Quali sono a livello globale le conseguenze immediate di tutto ciò?
“La prima è che ormai non ci si può più nascondere e dobbiamo essere tutti trasparenti. La seconda è che dobbiamo essere scientifici e analitici nel nostro approccio, ma sappiamo che questo non basta. Dall'era del break pubblicitario siamo entrati in quella della discussione, della conversazione, dell'engagement: e perché il lavoro creativo sia discusso e passato da una persona all'altra, deve essere insolito, eccezionale, appassionante...”.

Questo vuol dire che è finita l'era della televisione e degli spot da 30”?
“La televisione continuerà a essere un mezzo molto potente, e così la stampa per specifici target. Il 30” resterà, anche se è destinato a scomparire l'eccesso di fiducia nei suoi confronti, perché ormai i clienti hanno moltissimi altri strumenti da utilizzare. Dal nostro punto di vista, tutto ciò ci avvantaggia: pensiamo che il ruolo della nostra agenzia sia quello di far germogliare i semi delle idee, e poi di farli crescere in modo diverso a seconda dei diversi tool e paesi dove saranno piantati. Le aziende chiedono sempre più spesso agenzie che abbiano il polso di questa situazione, e non avendo alcun interesse precostituito siamo convinti di essere la miglior risposta alle loro esigenze, indicando in modo trasparente la soluzione più corretta a ogni loro problema. Soluzioni che sempre più spesso non sono 'pubblicità' ma 'branded content'”.

Ci sono alcuni casi famosi e recenti, però, di clienti multinazionali che hanno affidato a piccole agenzie indipendenti lo sviluppo dell'idea creativa, rivolgendosi ai grandi network solo per la veicolazione e la distribuzione dei messaggi. Ritenete che sia una minaccia?
“Sicuramente va letto come un ottimo segnale per il nostro intero settore il fatto che i clienti domandino creatività! Come ho detto prima, del resto, essere considerati un network 'intelligente', capace dal punto di vista analitico e strategico ormai non è più una garanzia di successo. Le ragioni per cui un cliente prima sceglie e poi decide di restare con un'agenzia sono molte: la creatività non è che uno dei fattori insieme alla qualità del servizio, alle doti strategiche, e anche alla vera e propria 'chimica' che si instaura nella relazione fra le parti. Ecco perché la sfida delle agenzie indipendenti non è necessariamente una minaccia, e può anzi rappresentare un'opportunità”.
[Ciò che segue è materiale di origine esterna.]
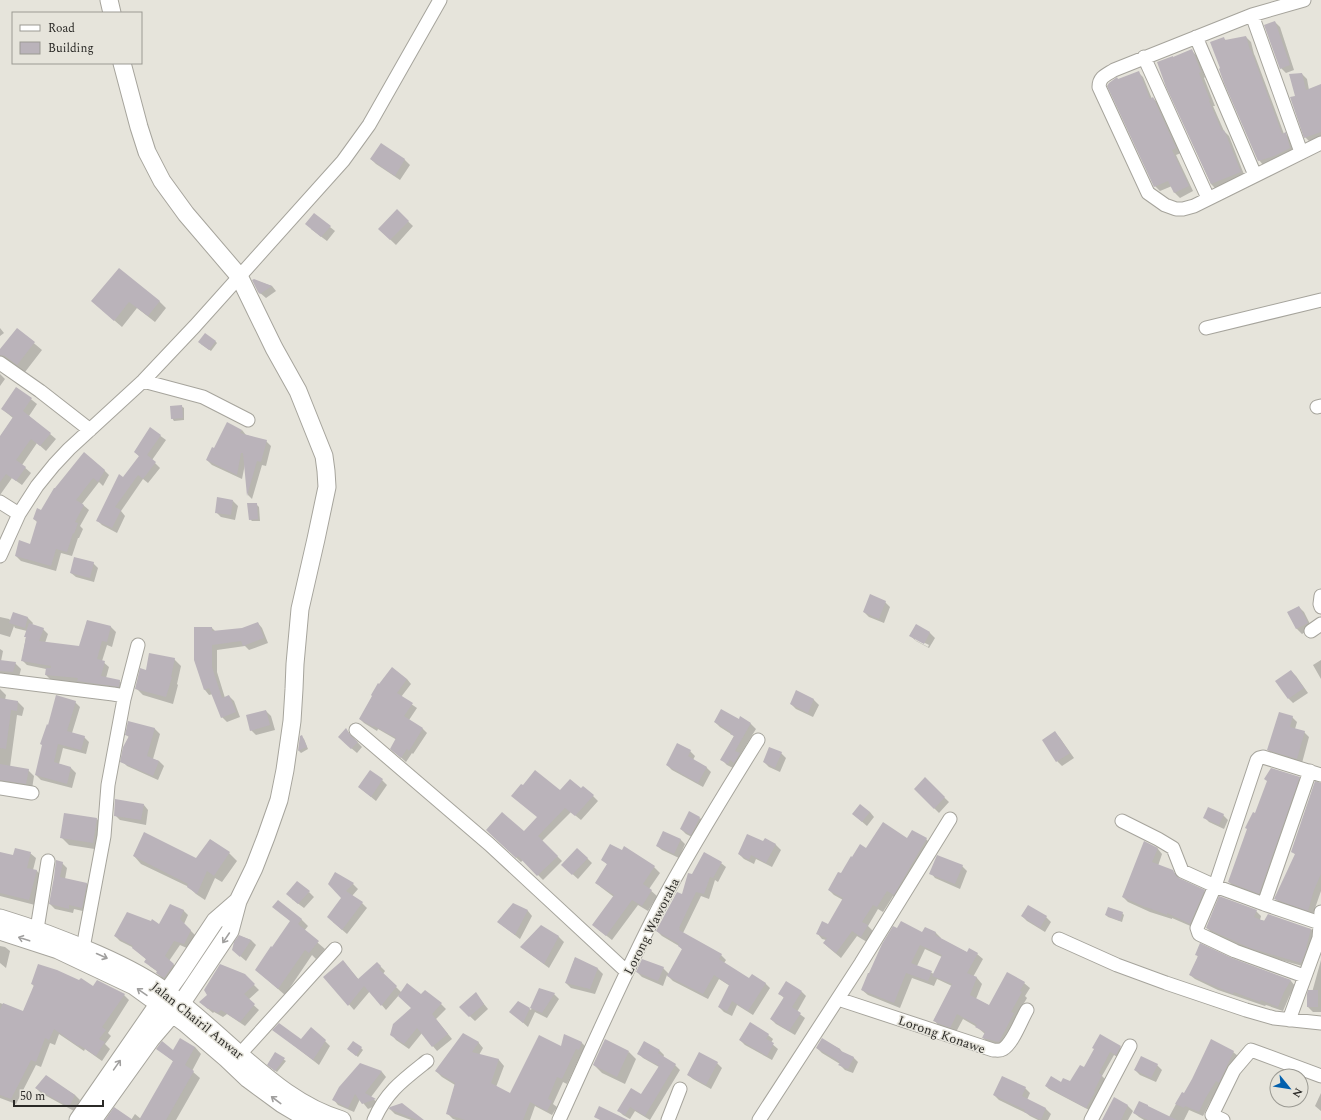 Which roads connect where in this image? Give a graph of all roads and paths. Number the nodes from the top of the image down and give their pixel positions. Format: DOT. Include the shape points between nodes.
graph roads {
  1 [pos="109,0"];
  2 [pos="440,0"];
  3 [pos="1304,0"];
  4 [pos="112,12"];
  5 [pos="1252,15"];
  6 [pos="1196,37"];
  7 [pos="1144,57"];
  8 [pos="122,64"];
  9 [pos="1321,143"];
  10 [pos="1300,152"];
  11 [pos="1255,175"];
  12 [pos="1208,198"];
  13 [pos="239,276"];
  14 [pos="1321,300"];
  15 [pos="1206,328"];
  16 [pos="0,362"];
  17 [pos="143,381"];
  18 [pos="248,420"];
  19 [pos="90,430"];
  20 [pos="0,502"];
  21 [pos="19,514"];
  22 [pos="0,556"];
  23 [pos="1321,596"];
  24 [pos="1321,607"];
  25 [pos="138,645"];
  26 [pos="0,680"];
  27 [pos="124,700"];
  28 [pos="356,730"];
  29 [pos="758,740"];
  30 [pos="1316,773"];
  31 [pos="0,788"];
  32 [pos="32,793"];
  33 [pos="950,819"];
  34 [pos="1122,821"];
  35 [pos="48,861"];
  36 [pos="1214,886"];
  37 [pos="238,901"];
  38 [pos="1264,904"];
  39 [pos="0,918"];
  40 [pos="1321,918"];
  41 [pos="37,930"];
  42 [pos="0,931"];
  43 [pos="1059,939"];
  44 [pos="83,948"];
  45 [pos="335,949"];
  46 [pos="627,972"];
  47 [pos="1304,976"];
  48 [pos="163,998"];
  49 [pos="838,998"];
  50 [pos="177,1009"];
  51 [pos="1027,1010"];
  52 [pos="1289,1020"];
  53 [pos="1321,1023"];
  54 [pos="1130,1046"];
  55 [pos="240,1054"];
  56 [pos="427,1061"];
  57 [pos="1321,1076"];
  58 [pos="680,1089"];
  59 [pos="1215,1118"];
  60 [pos="78,1120"];
  61 [pos="92,1120"];
  62 [pos="309,1120"];
  63 [pos="342,1120"];
  64 [pos="374,1120"];
  65 [pos="559,1120"];
  66 [pos="668,1120"];
  67 [pos="759,1120"];
  68 [pos="1091,1120"];
  1 -- 4 [label="main road"];
  2 -- 13 [label="street" via="369,125 343,161"];
  3 -- 5 [label="street"];
  5 -- 6 [label="street"];
  5 -- 10 [label="street"];
  6 -- 7 [label="street"];
  6 -- 11 [label="street"];
  7 -- 12 [label="street"];
  7 -- 12 [label="street" via="1102,77 1099,87 1148,194 1176,209 1194,206"];
  8 -- 13 [label="main road" via="139,127 162,181 186,214"];
  9 -- 10 [label="street"];
  10 -- 11 [label="street"];
  11 -- 12 [label="street"];
  13 -- 17 [label="street"];
  13 -- 37 [label="main road" via="298,391 324,456 327,487 300,609 292,720 284,778 266,837"];
  14 -- 15 [label="street"];
  16 -- 19 [label="street"];
  17 -- 18 [label="street" via="203,396"];
  17 -- 19 [label="street"];
  19 -- 21 [label="street" via="54,465"];
  20 -- 21 [label="street"];
  21 -- 22 [label="street"];
  23 -- 24 [label="street"];
  25 -- 27 [label="street"];
  26 -- 27 [label="street" via="119,695"];
  27 -- 44 [label="street" via="108,785 104,836"];
  28 -- 46 [label="street" via="489,844"];
  29 -- 46 [label="street, Lorong Waworaha" via="682,864"];
  30 -- 36 [label="street" via="1263,757 1257,760"];
  30 -- 38 [label="street"];
  31 -- 32 [label="street"];
  33 -- 49 [label="street"];
  34 -- 36 [label="street" via="1173,848 1182,871"];
  35 -- 41 [label="street"];
  36 -- 38 [label="street"];
  36 -- 47 [label="street" via="1197,928 1199,934 1235,951"];
  37 -- 48 [label="main road" via="215,921"];
  37 -- 50 [label="main road, one-way" via="230,931"];
  38 -- 40 [label="street"];
  39 -- 41 [label="main road, Jalan Chairil Anwar"];
  40 -- 47 [label="street" via="1319,938"];
  41 -- 44 [label="main road, Jalan Chairil Anwar"];
  48 -- 42 [label="main road, Jalan Chairil Anwar, one-way" via="80,959"];
  43 -- 52 [label="street" via="1166,983 1265,1016"];
  44 -- 48 [label="main road, Jalan Chairil Anwar, one-way" via="143,977"];
  45 -- 55 [label="street"];
  46 -- 65 [label="street, Lorong Waworaha"];
  47 -- 52 [label="street"];
  48 -- 50 [label="main road, Jalan Chairil Anwar"];
  60 -- 48 [label="main road, one-way"];
  49 -- 51 [label="street, Lorong Konawe" via="993,1050 1004,1048 1010,1041"];
  49 -- 67 [label="street"];
  50 -- 55 [label="main road, Jalan Chairil Anwar"];
  50 -- 61 [label="main road" via="151,1039"];
  62 -- 50 [label="main road, Jalan Chairil Anwar, one-way" via="248,1079"];
  52 -- 53 [label="street"];
  54 -- 68 [label="street"];
  55 -- 63 [label="main road, Jalan Chairil Anwar" via="300,1102"];
  56 -- 64 [label="street" via="392,1090 379,1107"];
  57 -- 59 [label="street" via="1251,1050 1234,1070"];
  58 -- 66 [label="street"];
}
Come, lo spiega Massimo Costa: “Possiamo citare il caso di LG - interviene - che si rivolgeva a BBH per la creatività e a noi per tutto il resto. Ma che nell'arco di 2 anni siamo riusciti a convincere e che oggi ha affidato anche la parte creativa al nostro network”.
Costa evidenzia inoltre le differenze con la situazione italiana, dove regnano da un lato la 'telecentricità' e dall'altro una fondamentale differenza generazionale: “Siamo governati a tutti i livelli da persone sopra i 55-60 anni, ancorate ai vecchi modelli e che non hanno idea di quello che sta succedendo. Negli Stati Uniti i 25enni aprono la loro agenzia e, quando ha successo, la vendono a un grande network e diventano ricchi. In Italia sono i 55enni che lasciano le grandi sigle e aprono la proipria boutique, rivolgendosi però al mercato delle piccole o medie aziende nazionali...”

In un simile scenario, quali sono i talenti che giudicate indispensabili per i creativi del futuro?
“Per chiunque voglia avere successo in questa industria - risponde Granger -, la dote essenziale è la capacità di rimanere aperti di fronte a qualsiasi cambiamento, prima di tutto a quelli nel comportamento dei consumatori. Devono essere aperti ed entusiasti verso la tecnologia, devono sapere e voler sperimentare. Non è una questione di età, ma di atteggiamento mentale. Il ruolo del creativo è quello di costruire la cornice che poi sarà riempita con la collaborazione dei vari 'artigiani' - specialisti come i fotografi, gli illustratori, i registi, gli esperti di tipografia e così via. Infine, altrettanto fondamentale è la comprensione dei media e della loro evoluzione”.